Há de se pensar quantas animações se dedicam a representar o ato sexual. Sobretudo, em se tratando de dois homens árabes — incluindo materializações do pênis e da ejaculação no peito alheio. A primeira surpresa diante deste curta-metragem decorre de sua simples existência enquanto dedicação a um amor romântico, homoafetivo, no qual sentimentos não se distinguem do desejo sexual. Ao contrário de tantas idealizações da saudade e da distância, o curta-metragem dirigido por Matheus Monteiro começa e termina na concretização sem impedimentos dos laços entre os protagonistas.
A narrativa se acelera (até demais), tanto no início quanto na conclusão. Em questão de segundos, Ibn Ammar e al-Hakam já estão juntos, e a trajetória de ambos se suspende de maneira abrupta. A iniciativa aparenta funcionar como o teaser de um filme mais extenso — algo que se compreende diante do fato que Poesia no Vinho de Seus Lábios foi realizado dentro da universidade. Em outras palavras, correspondia a um exercício audiovisual, que conquistou, em seguida, surpreendente carreira em festivais (Mix Brasil, Cine Ceará, Tiradentes, Quelly).
Um mundo de tableaux, onde a ornamentação das cores e da natureza se prova mais importante do que a riqueza de detalhes nas expressões dos protagonistas.
A limitação de recursos é evidente. Por isso, os traços são simples, assim como a movimentação e materialidade dos corpos, que jamais aparentam possuir peso ou textura. É curioso que um filme tão focado na libido aposte num estilo quase infantil, lúdico, em contraste com a aparência de naturalismo que se espera da representação do sexo. Enquanto investe em ilustrações bastante diretas do poema hispano-árabe de Ibn Khafaja (o rapaz literalmente bebe vinho na palma das mãos de seu amado), o cineasta constrói um mundo de tableaux, onde a ornamentação das cores e da natureza se prova mais importante do que a riqueza de detalhes nas expressões dos protagonistas.
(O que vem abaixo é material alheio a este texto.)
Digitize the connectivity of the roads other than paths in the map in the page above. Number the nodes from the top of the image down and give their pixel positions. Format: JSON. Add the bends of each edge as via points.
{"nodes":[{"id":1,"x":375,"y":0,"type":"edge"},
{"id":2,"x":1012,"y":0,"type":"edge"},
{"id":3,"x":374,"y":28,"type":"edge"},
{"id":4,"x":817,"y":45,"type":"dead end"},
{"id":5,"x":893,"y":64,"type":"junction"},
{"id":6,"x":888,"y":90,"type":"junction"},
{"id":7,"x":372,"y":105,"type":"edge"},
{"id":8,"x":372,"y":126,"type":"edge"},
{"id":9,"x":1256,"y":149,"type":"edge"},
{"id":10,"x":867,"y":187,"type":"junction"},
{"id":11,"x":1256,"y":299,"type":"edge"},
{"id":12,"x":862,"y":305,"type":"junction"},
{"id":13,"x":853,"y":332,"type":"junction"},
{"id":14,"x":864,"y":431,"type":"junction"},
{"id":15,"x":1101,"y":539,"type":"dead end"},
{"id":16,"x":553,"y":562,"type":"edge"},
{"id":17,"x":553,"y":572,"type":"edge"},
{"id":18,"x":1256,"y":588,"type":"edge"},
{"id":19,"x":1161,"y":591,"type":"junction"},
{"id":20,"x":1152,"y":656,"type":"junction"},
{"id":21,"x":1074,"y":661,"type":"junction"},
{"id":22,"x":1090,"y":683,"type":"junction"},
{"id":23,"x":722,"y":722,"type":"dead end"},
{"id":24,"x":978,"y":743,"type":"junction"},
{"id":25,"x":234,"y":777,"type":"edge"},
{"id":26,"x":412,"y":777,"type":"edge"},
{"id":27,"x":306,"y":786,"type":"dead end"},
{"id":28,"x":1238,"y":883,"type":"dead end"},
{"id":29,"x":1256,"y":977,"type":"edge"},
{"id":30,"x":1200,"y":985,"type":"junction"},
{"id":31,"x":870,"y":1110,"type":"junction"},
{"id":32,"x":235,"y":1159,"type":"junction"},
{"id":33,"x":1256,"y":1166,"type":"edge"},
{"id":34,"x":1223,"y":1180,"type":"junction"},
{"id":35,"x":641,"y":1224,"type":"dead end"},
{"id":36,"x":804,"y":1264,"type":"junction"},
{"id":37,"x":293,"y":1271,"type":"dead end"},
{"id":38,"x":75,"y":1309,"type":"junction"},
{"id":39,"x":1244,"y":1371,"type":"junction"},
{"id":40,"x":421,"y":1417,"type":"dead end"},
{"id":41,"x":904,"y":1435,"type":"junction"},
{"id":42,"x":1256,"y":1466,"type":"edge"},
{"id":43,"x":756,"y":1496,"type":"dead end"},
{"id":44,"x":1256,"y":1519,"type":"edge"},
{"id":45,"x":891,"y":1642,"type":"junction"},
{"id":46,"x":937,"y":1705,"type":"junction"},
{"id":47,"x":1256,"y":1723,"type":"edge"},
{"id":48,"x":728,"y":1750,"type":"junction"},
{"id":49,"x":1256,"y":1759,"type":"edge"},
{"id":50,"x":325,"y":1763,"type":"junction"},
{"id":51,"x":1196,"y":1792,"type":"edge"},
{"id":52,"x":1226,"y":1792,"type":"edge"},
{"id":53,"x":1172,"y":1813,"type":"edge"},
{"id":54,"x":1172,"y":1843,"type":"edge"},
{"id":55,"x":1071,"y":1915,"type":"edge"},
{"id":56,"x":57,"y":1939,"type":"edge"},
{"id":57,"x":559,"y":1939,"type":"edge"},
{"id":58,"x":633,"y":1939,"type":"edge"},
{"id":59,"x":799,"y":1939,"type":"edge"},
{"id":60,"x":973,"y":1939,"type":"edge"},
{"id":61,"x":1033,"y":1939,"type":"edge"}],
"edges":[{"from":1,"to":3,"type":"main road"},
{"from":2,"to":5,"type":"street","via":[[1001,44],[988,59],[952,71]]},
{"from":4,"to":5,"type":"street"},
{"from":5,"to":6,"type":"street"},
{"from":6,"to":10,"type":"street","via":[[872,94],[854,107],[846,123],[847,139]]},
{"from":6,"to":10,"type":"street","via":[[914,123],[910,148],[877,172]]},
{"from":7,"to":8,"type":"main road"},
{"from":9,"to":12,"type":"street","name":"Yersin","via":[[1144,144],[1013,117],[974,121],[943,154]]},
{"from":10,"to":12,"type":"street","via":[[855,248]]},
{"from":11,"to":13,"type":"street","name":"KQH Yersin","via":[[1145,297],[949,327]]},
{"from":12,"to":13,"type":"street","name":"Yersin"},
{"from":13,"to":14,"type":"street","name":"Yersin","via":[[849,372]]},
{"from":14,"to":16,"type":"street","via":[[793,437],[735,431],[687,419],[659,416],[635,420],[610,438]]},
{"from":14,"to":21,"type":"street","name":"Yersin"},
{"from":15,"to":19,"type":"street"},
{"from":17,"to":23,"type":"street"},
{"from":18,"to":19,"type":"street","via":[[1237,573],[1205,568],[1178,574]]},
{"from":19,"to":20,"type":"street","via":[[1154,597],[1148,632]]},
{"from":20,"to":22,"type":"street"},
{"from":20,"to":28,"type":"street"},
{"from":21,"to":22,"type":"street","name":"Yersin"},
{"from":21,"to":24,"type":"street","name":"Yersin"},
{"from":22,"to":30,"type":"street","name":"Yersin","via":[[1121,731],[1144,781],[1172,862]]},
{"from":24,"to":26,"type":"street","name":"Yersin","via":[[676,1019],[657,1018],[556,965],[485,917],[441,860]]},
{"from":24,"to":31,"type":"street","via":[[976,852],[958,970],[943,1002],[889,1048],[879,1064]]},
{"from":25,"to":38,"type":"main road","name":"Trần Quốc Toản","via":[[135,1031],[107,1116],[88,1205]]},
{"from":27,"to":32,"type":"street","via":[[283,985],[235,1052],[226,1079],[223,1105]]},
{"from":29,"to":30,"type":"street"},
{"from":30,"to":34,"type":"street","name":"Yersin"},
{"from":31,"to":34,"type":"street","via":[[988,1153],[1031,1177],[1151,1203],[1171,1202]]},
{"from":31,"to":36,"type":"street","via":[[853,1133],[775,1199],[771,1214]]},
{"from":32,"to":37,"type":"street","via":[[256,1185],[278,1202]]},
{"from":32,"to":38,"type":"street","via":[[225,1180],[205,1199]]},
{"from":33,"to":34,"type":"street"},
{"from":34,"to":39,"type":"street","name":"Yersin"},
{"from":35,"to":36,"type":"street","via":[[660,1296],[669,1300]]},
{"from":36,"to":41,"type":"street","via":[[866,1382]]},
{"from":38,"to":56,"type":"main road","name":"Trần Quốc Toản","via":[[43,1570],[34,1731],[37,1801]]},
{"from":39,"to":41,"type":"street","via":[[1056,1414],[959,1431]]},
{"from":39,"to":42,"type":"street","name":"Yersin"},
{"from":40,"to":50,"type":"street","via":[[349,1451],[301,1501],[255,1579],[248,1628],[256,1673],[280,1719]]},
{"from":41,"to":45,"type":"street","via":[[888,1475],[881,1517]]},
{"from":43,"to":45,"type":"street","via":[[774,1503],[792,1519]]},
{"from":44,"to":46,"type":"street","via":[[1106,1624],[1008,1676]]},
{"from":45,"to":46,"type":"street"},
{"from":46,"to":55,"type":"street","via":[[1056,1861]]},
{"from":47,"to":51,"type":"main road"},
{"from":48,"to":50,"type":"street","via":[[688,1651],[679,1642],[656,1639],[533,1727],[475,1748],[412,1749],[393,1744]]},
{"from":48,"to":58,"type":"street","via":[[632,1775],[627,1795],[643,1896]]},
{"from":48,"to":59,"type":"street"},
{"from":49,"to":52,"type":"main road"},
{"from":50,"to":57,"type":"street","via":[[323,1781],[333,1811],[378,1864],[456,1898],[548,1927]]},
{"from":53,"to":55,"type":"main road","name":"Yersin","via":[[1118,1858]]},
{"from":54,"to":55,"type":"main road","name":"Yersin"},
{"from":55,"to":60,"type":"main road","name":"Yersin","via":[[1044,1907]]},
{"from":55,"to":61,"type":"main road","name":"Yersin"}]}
Logo, o que resta na memória, após este sucinto relato de uma homoafetividade histórica, são as composições com aparência de pinturas clássicas, ou tapeçarias antigas. Monteiro conquista a verossimilhança pela imersão cultural em símbolos e representações do mundo árabe, em detrimento de uma aproximação do mundo tal qual o vemos. Ele consegue atribuir uma aparência de elegância e refinamento à animação artesanal, comprovando sua preciosa capacidade de pensar o filme em termos de produção, tanto quanto estética. É evidente que o percurso poderia ganhar um desfecho mais satisfatório e sutil. No entanto, indica um diretor cujo forte potencial soa prestes a se materializar em iniciativas com maior estrutura e tempo de realização.